Problem details => Would you restate every entry that follows, word for word, and leave out the pictures?

Stored data entries

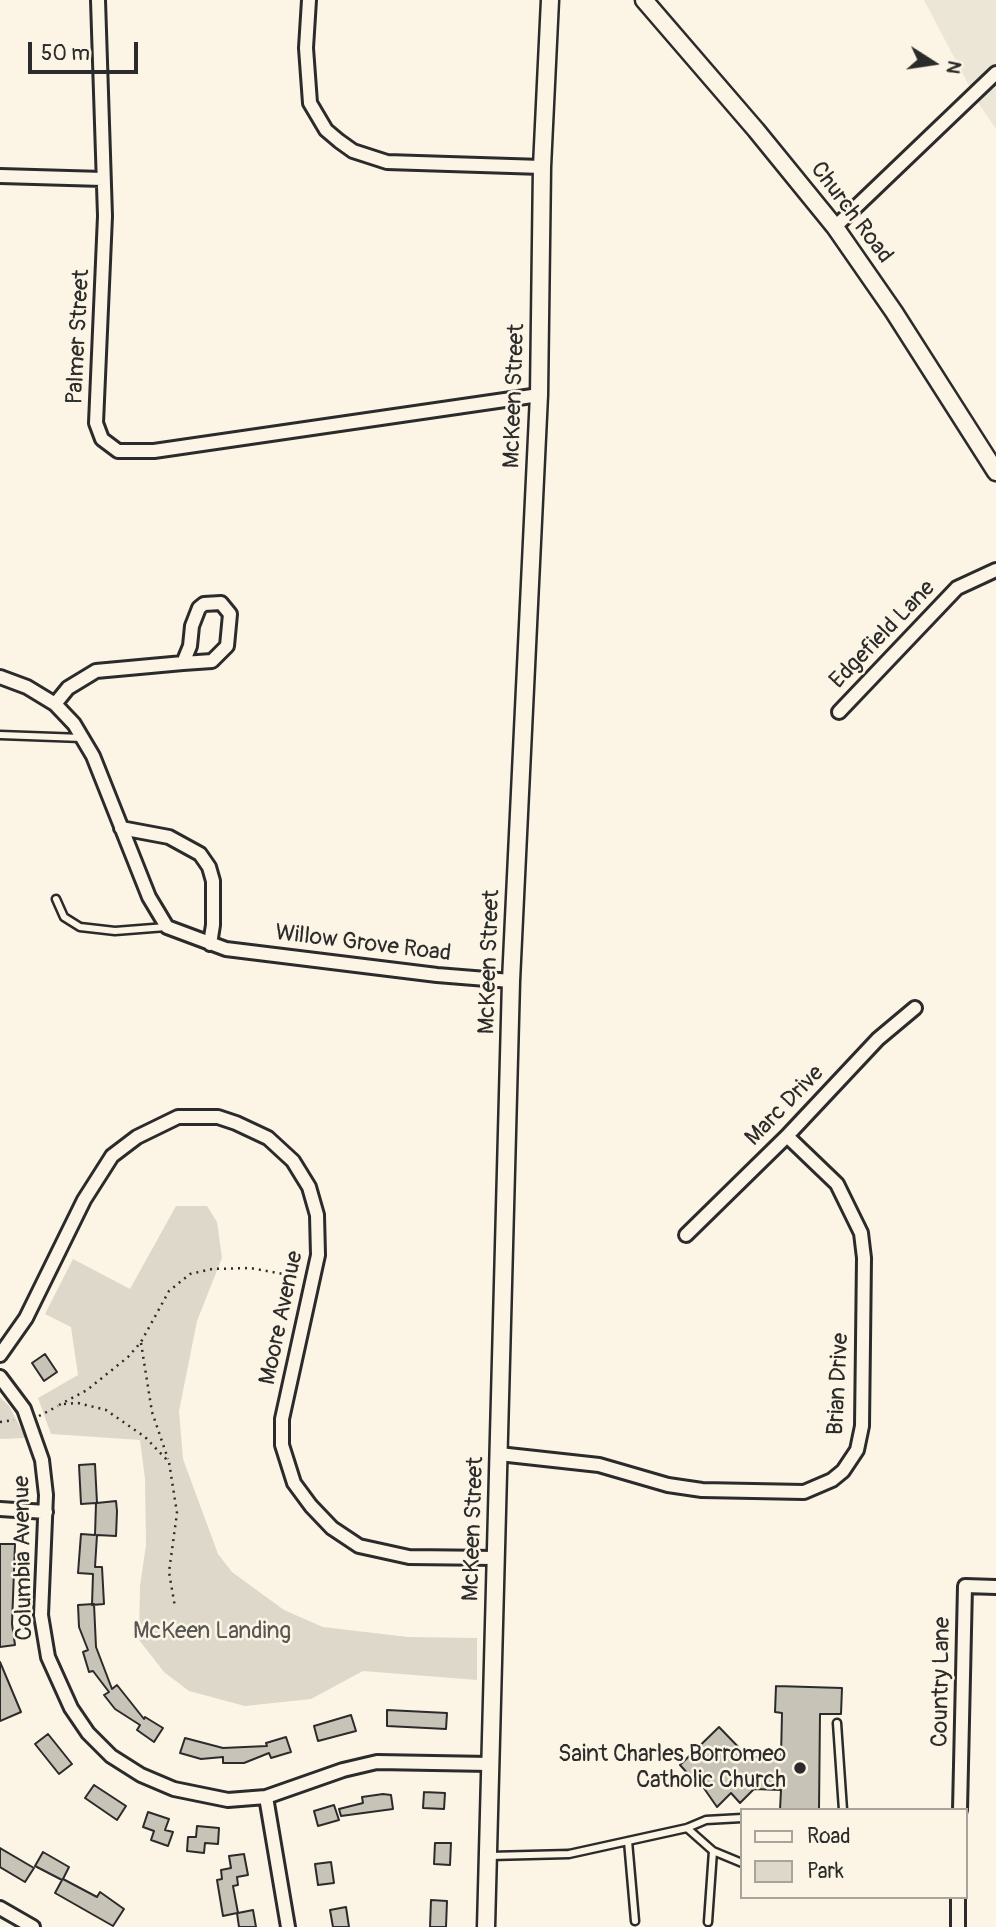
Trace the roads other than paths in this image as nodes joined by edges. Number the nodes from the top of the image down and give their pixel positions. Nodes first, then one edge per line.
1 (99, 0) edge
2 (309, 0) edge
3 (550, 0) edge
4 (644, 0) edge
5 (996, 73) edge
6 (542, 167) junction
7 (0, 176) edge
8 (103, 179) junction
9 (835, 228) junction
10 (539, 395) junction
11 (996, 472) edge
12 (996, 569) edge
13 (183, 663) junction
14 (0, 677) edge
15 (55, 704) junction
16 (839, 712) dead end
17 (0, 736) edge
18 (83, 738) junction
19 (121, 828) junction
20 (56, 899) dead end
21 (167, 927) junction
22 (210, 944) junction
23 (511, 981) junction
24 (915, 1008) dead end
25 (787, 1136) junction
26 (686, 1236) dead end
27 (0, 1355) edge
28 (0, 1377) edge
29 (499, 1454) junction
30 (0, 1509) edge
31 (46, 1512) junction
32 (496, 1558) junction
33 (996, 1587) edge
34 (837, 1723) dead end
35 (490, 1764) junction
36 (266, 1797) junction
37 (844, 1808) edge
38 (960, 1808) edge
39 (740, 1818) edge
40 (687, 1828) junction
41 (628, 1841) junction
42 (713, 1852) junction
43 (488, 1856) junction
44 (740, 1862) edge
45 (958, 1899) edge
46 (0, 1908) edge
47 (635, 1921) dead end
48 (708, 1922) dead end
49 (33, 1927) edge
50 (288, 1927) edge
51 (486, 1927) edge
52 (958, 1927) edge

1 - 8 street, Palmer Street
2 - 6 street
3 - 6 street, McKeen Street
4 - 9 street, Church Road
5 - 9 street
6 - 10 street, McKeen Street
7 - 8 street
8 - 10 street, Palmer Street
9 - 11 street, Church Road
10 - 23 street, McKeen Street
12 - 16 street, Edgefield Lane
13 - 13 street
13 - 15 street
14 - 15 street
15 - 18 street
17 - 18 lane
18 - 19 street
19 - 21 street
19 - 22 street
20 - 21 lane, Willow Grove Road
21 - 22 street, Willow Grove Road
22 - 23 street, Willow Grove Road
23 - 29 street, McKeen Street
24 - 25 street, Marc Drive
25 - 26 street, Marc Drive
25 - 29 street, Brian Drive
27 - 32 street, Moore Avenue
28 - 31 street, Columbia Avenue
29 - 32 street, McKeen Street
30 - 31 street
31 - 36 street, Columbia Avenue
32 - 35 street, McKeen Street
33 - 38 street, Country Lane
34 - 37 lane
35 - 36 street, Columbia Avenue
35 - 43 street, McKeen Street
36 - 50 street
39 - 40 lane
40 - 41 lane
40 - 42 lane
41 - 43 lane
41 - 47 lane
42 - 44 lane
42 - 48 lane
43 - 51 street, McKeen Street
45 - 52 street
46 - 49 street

Solution to the problem =>
Trace the roads other than paths in this image as nodes joined by edges. Number the nodes from the top of the image down and give their pixel positions. Nodes first, then one edge per line.
1 (99, 0) edge
2 (309, 0) edge
3 (550, 0) edge
4 (644, 0) edge
5 (996, 73) edge
6 (542, 167) junction
7 (0, 176) edge
8 (103, 179) junction
9 (835, 228) junction
10 (539, 395) junction
11 (996, 472) edge
12 (996, 569) edge
13 (183, 663) junction
14 (0, 677) edge
15 (55, 704) junction
16 (839, 712) dead end
17 (0, 736) edge
18 (83, 738) junction
19 (121, 828) junction
20 (56, 899) dead end
21 (167, 927) junction
22 (210, 944) junction
23 (511, 981) junction
24 (915, 1008) dead end
25 (787, 1136) junction
26 (686, 1236) dead end
27 (0, 1355) edge
28 (0, 1377) edge
29 (499, 1454) junction
30 (0, 1509) edge
31 (46, 1512) junction
32 (496, 1558) junction
33 (996, 1587) edge
34 (837, 1723) dead end
35 (490, 1764) junction
36 (266, 1797) junction
37 (844, 1808) edge
38 (960, 1808) edge
39 (740, 1818) edge
40 (687, 1828) junction
41 (628, 1841) junction
42 (713, 1852) junction
43 (488, 1856) junction
44 (740, 1862) edge
45 (958, 1899) edge
46 (0, 1908) edge
47 (635, 1921) dead end
48 (708, 1922) dead end
49 (33, 1927) edge
50 (288, 1927) edge
51 (486, 1927) edge
52 (958, 1927) edge

1 - 8 street, Palmer Street
2 - 6 street
3 - 6 street, McKeen Street
4 - 9 street, Church Road
5 - 9 street
6 - 10 street, McKeen Street
7 - 8 street
8 - 10 street, Palmer Street
9 - 11 street, Church Road
10 - 23 street, McKeen Street
12 - 16 street, Edgefield Lane
13 - 13 street
13 - 15 street
14 - 15 street
15 - 18 street
17 - 18 lane
18 - 19 street
19 - 21 street
19 - 22 street
20 - 21 lane, Willow Grove Road
21 - 22 street, Willow Grove Road
22 - 23 street, Willow Grove Road
23 - 29 street, McKeen Street
24 - 25 street, Marc Drive
25 - 26 street, Marc Drive
25 - 29 street, Brian Drive
27 - 32 street, Moore Avenue
28 - 31 street, Columbia Avenue
29 - 32 street, McKeen Street
30 - 31 street
31 - 36 street, Columbia Avenue
32 - 35 street, McKeen Street
33 - 38 street, Country Lane
34 - 37 lane
35 - 36 street, Columbia Avenue
35 - 43 street, McKeen Street
36 - 50 street
39 - 40 lane
40 - 41 lane
40 - 42 lane
41 - 43 lane
41 - 47 lane
42 - 44 lane
42 - 48 lane
43 - 51 street, McKeen Street
45 - 52 street
46 - 49 street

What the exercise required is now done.